Rivka Little, research director for payment strategies at IDC Insights, credited a flood of data breaches of personally identifying information (PII). “We have seen the largest amount of PII data matched with card data in the black market in history in the last 18 months,” she said. “It’s crazy, it’s just everywhere at this point.”

Sorry, we’ll have to leave this to big data

The U.S. EMV transition left out an ingredient of Europe’s earlier switch—its “chip-and-PIN” standard, which requires entering a personal identification number at each transaction—but that wouldn’t have made a difference in online fraud, because e-commerce sites there don’t ask for the PIN.

Online, generally you don’t need a PIN,” Little said. “It looks just like the kind of transaction we do here.”

Requiring a PIN does defeat using stolen cards in stores. But Little noted that EU merchants are trying to dispense with that for many transactions, in much the same way that card issuers in the U.S. no longer demand signatures on receipts for low-dollar purchases.
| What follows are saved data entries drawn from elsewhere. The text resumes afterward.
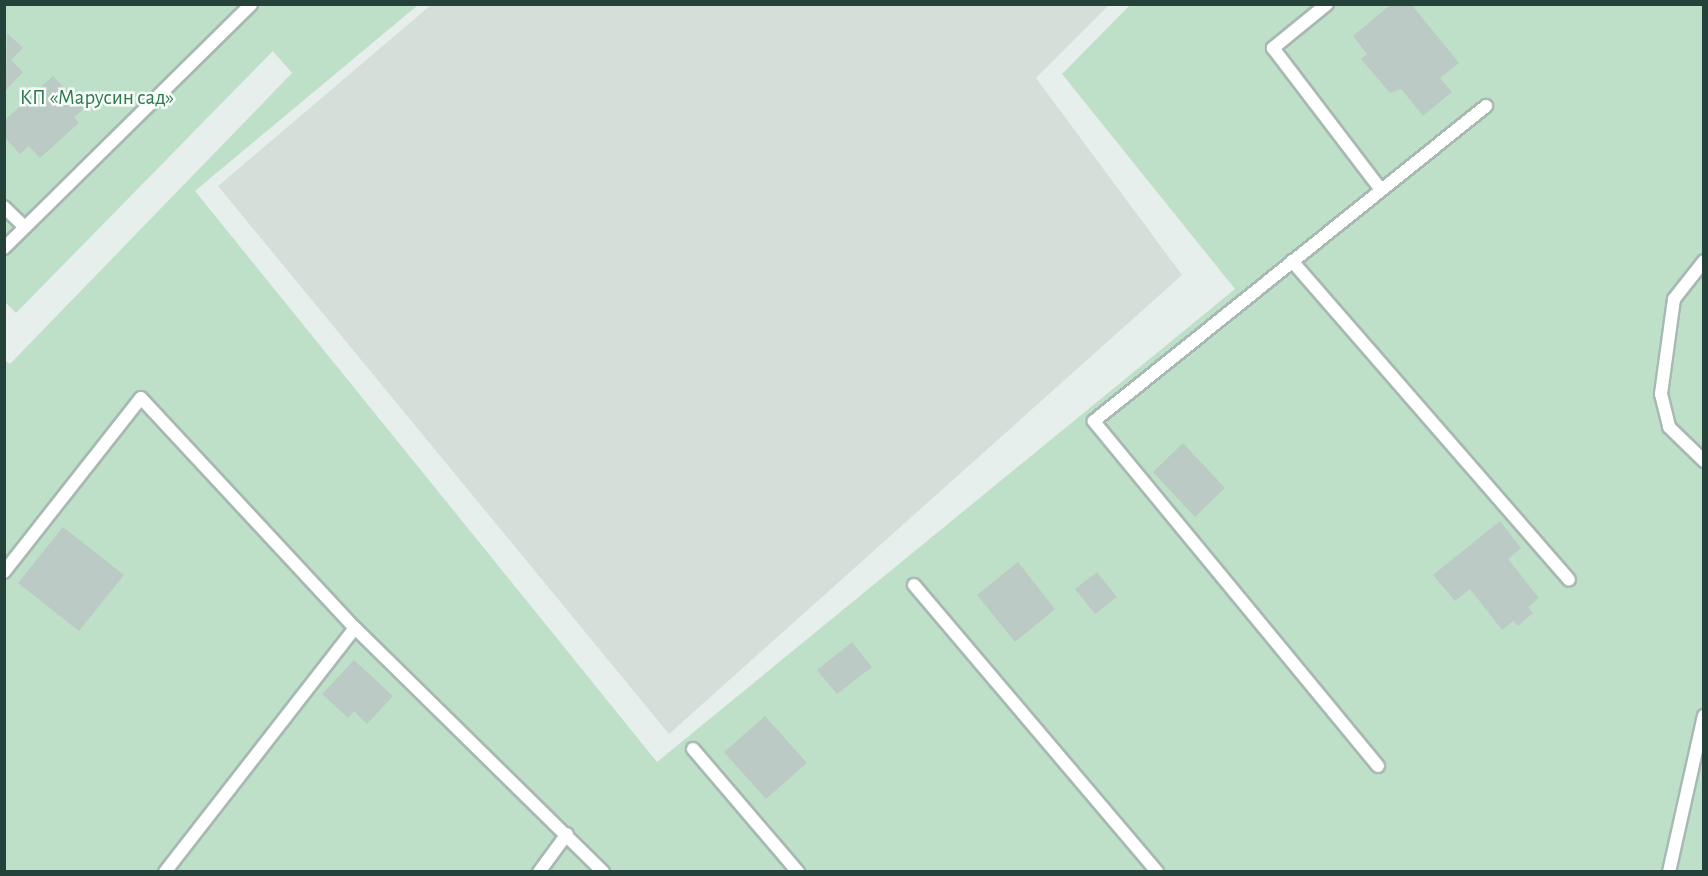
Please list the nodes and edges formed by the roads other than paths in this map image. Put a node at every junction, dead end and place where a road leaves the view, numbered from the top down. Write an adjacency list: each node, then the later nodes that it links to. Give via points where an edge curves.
1 (1327, 4): 4 (lane, via 1273,48)
2 (249, 5): 6 (lane)
3 (1486, 106): 4 (lane)
4 (1381, 190): 8 (lane)
5 (4, 207): 6 (lane)
6 (24, 226): 7 (lane)
7 (4, 248)
8 (1292, 261): 12 (lane); 17 (lane, via 1094,421)
9 (1704, 261): 10 (lane, via 1674,299 1661,394 1669,427)
10 (1704, 461)
11 (4, 572): 14 (lane, via 141,398)
12 (1569, 580)
13 (914, 585): 23 (lane)
14 (355, 628): 18 (lane); 19 (lane)
15 (1704, 716): 24 (lane)
16 (693, 749): 22 (lane)
17 (1378, 766)
18 (567, 834): 20 (lane); 21 (lane)
19 (165, 872)
20 (539, 872)
21 (603, 872)
22 (798, 872)
23 (1157, 872)
24 (1668, 872)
Any future advances in in-person security—for instance, Visa is testing cards with built-in fingerprint sensors—won’t help with online fraud either, although Visa’s Reid said the company recently staged a successful test of biometric authentication for e-commerce in Brazil.

Visa and MasterCard have instead worked to get merchants to adopt what’s called tokenization, in which each retailer or service automatically replaces the usual card data with a unique code.

MasterCard’s Cottelli called out two customer benefits from this switch: Letting a retailer save your card in your account becomes less risky, and tokenization also lets retailers automatically update their data when you get a new card.

But among the larger universe of merchants who have yet to adopt tokenization, the fix will have to involve applying artificial-intelligence techniques to decide if a purchase is legitimate or not.

The answer is not slapping on more authentication features,” Little said. “It’s around applying more smart AI.”

For example, Reid said Visa’s algorithm assesses such factors as whether a transaction involves a company at which you haven’t shopped lately, if it involves a high-end merchant, if it’s a weird time of the day, or if it otherwise parts with the pattern of your recent spending.

You really should phone this in

Most of the machinery meant to stop card fraud is outside your control, but you can do one thing today to cut down your card numbers’ exposure: Use your smartphone’s mobile-payment feature.

These systems—led by Apple (AAPL) Pay and Google (GOOG, GOOGL) Pay—beam your data to a card terminal without leaving your card’s digits open for later cloning.

It does work,” Little said. “Once Apple Pay, for example, got it figured out, they had the lowest rate of fraud of anything.”

But mobile payments also requires merchants to support these systems, and many still don’t– for example, CVS (CVS) only recently ended its absurdly self-defeating boycott of NFC payments.

Customers, meanwhile, continue to ignore these options. Another IDC analyst, James Wester, told me in August that only 29% of iPhone users reported using Apple Pay within the last three months, while the corresponding number for Google Pay was only 15%.

I don’t think the average consumer understands that it’s safer,” Little said. She admitted that this extends to her own family: “I keep trying to tell my kids.”